Gynecology & Obstetrics
Open Access

ISSN: 2161-0932

Optimizing the management of advanced ovarian malignancy using cytoreductive surgery plus regional and systemic chemotherapy

6th International Congress on Gynecology & Gynecologic Oncology

July 23-24, 2018 | Rome, Italy

Paul H Sugarbaker

Washington Cancer Institute, Washington, USA
Peritoneal Surface Oncology Group International, USA

Scientific Tracks Abstracts: Gynecol Obstet

Abstract :

Background: Ovarian cancer presents in a majority of patients with cancer dissemination widely distributed on the peritoneal surfaces of the abdomen and pelvis. In a substantial proportion of patient’s not only peritoneal metastases but also lymph nodal metastases will be present at the time of diagnosis. Methods: The procedures required for complete surgical removal of all clinical evidence of ovarian cancer is pursued using complete cytoreductive surgery (CRS). This may be performed either before or after neoadjuvant systemic chemotherapy. At the time of surgery hyperthermic intraperitoneal chemotherapy (HIPEC) is used to improve the control of peritoneal metastases. As the patient recovers from CRS plus HIPEC, combined intraperitoneal and systemic chemotherapy are initiated for a six month interval. Results: Cytoreductive surgery is associated with marked improvement in survival especially when all visible evidence of disease is removed.
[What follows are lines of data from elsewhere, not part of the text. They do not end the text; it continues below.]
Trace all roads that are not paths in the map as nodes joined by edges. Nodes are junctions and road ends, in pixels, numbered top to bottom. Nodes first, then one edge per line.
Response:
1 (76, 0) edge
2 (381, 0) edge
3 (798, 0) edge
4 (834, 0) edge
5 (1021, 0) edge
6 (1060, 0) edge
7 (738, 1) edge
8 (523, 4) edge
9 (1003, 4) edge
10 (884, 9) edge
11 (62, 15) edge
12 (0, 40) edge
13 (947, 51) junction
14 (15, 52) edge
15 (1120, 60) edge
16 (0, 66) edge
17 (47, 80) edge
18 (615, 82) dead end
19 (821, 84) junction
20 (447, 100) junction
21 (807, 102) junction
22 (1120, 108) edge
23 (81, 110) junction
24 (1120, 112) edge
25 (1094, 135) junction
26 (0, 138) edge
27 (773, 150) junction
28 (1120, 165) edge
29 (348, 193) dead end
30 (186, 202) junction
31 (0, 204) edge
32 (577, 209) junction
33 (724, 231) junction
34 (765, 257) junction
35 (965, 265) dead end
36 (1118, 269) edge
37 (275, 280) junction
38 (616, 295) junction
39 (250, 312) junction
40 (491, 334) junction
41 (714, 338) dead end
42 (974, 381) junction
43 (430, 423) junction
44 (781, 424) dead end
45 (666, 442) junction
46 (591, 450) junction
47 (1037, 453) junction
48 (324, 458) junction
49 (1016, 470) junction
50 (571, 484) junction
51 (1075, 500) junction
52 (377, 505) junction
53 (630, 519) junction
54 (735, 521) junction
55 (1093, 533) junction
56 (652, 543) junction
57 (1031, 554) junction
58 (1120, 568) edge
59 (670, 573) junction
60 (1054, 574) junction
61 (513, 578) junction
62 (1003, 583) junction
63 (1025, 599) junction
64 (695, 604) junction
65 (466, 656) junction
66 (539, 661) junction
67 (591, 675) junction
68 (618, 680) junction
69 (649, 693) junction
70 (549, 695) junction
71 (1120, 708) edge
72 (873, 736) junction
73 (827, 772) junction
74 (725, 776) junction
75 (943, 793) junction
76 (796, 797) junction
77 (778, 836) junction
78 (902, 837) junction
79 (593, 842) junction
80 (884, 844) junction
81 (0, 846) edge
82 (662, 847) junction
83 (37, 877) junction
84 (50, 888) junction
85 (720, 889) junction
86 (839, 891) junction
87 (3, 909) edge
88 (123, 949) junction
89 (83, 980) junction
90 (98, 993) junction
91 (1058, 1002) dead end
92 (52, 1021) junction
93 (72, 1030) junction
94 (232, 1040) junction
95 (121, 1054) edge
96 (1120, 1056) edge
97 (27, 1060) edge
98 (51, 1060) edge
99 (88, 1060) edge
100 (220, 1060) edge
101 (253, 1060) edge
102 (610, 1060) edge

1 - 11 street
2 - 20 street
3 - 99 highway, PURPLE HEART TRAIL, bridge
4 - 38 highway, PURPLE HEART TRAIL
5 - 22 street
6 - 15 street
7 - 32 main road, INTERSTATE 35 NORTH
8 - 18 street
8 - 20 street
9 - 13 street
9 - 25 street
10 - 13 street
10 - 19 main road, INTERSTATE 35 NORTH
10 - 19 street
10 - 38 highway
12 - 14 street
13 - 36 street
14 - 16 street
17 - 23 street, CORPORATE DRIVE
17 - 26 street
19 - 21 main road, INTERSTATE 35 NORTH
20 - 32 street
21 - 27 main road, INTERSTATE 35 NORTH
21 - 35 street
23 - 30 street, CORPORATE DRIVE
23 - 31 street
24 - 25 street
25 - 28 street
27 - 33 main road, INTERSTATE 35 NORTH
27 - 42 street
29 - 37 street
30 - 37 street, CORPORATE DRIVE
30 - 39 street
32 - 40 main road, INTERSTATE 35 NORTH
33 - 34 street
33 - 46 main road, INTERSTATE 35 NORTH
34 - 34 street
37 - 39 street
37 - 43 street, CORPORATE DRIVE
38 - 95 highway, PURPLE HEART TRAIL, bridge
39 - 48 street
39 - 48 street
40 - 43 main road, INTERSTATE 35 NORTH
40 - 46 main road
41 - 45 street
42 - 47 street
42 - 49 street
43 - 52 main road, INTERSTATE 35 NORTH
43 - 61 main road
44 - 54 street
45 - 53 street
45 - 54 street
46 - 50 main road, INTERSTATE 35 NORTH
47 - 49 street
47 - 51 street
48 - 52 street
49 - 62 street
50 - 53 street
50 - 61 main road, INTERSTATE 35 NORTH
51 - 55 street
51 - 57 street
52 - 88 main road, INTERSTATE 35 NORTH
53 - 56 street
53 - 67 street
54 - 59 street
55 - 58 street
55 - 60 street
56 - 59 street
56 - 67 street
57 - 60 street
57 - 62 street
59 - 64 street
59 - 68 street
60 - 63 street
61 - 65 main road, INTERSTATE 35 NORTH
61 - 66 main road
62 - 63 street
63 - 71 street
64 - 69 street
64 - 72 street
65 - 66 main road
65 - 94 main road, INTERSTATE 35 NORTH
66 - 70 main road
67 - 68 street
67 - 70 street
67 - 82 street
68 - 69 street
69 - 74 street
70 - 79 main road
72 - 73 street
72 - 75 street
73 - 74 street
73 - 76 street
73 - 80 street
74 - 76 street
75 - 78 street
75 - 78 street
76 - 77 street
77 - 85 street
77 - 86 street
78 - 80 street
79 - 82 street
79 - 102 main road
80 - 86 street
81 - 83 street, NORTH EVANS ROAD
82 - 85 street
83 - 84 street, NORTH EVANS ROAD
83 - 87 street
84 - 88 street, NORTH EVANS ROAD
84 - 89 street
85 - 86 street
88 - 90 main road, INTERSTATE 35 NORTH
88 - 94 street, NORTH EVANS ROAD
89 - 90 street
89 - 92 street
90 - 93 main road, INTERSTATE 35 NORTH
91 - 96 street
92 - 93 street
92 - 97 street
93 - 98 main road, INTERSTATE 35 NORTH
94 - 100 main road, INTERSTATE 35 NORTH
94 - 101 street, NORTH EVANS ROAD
In addition, HIPEC has been shown in randomized controlled trials to improve survival, primarily by limiting the recurrence of peritoneal metastases. Also, long-term normothermic intraperitoneal chemotherapy (NIPEC-LT) combined with systemic chemotherapy has been shown in randomized trials to show significant benefits. Conclusions: Combinations of complete CRS, HIPEC combined in the operating room with CRS and then NIPEC-LT plus systemic chemotherapy will optimize the long-term survival of patients with advanced ovarian malignancy. The clinical evidence for these benefits can be organized into an evidence-based treatment plan for this disease.

Biography :

Paul H Sugarbaker has completed his college education at Wheaton College in Illinois. He graduated from Cornell University Medical College in New York (USA) and from there he went for his surgical training at the Peter Bent Brigham Hospital in Boston (MA, USA), now known as Brigham and Women’s Hospital. He received a Master’s degree in Immunology at the Harvard School of Arts and Sciences in 1983. At the NIH he was a Senior Investigator from 1976 to 1986. After a brief stay in Atlanta at the Emory Clinic he moved back to Washington (DC, USA) to become the Medical Director of the Washington Cancer Institute. He has been at the Washington Cancer Institute since 1989. Currently, he is the Director for the Program in Peritoneal Surface Oncology. His interests are in gastrointestinal cancer, gynecologic malignancy and mesothelioma. For many years his work focused on liver metastases. Currently, his clinical and investigative work is directed at the peritoneal surface component of gastrointestinal cancer dissemination, referred to as peritoneal metastases. He is a strong critic of surgical tradition; he believes that major changes in the technology of cancer resection are necessary. His theme, ‘it’s what the surgeon doesn’t see that kills the patient’, summarizes the concepts behind many of his publications both in the peer-reviewed medical literature and in the lay press. In his opinion, perioperative intravenous and intraperitoneal chemotherapy are an essential planned part of many cancer interventions.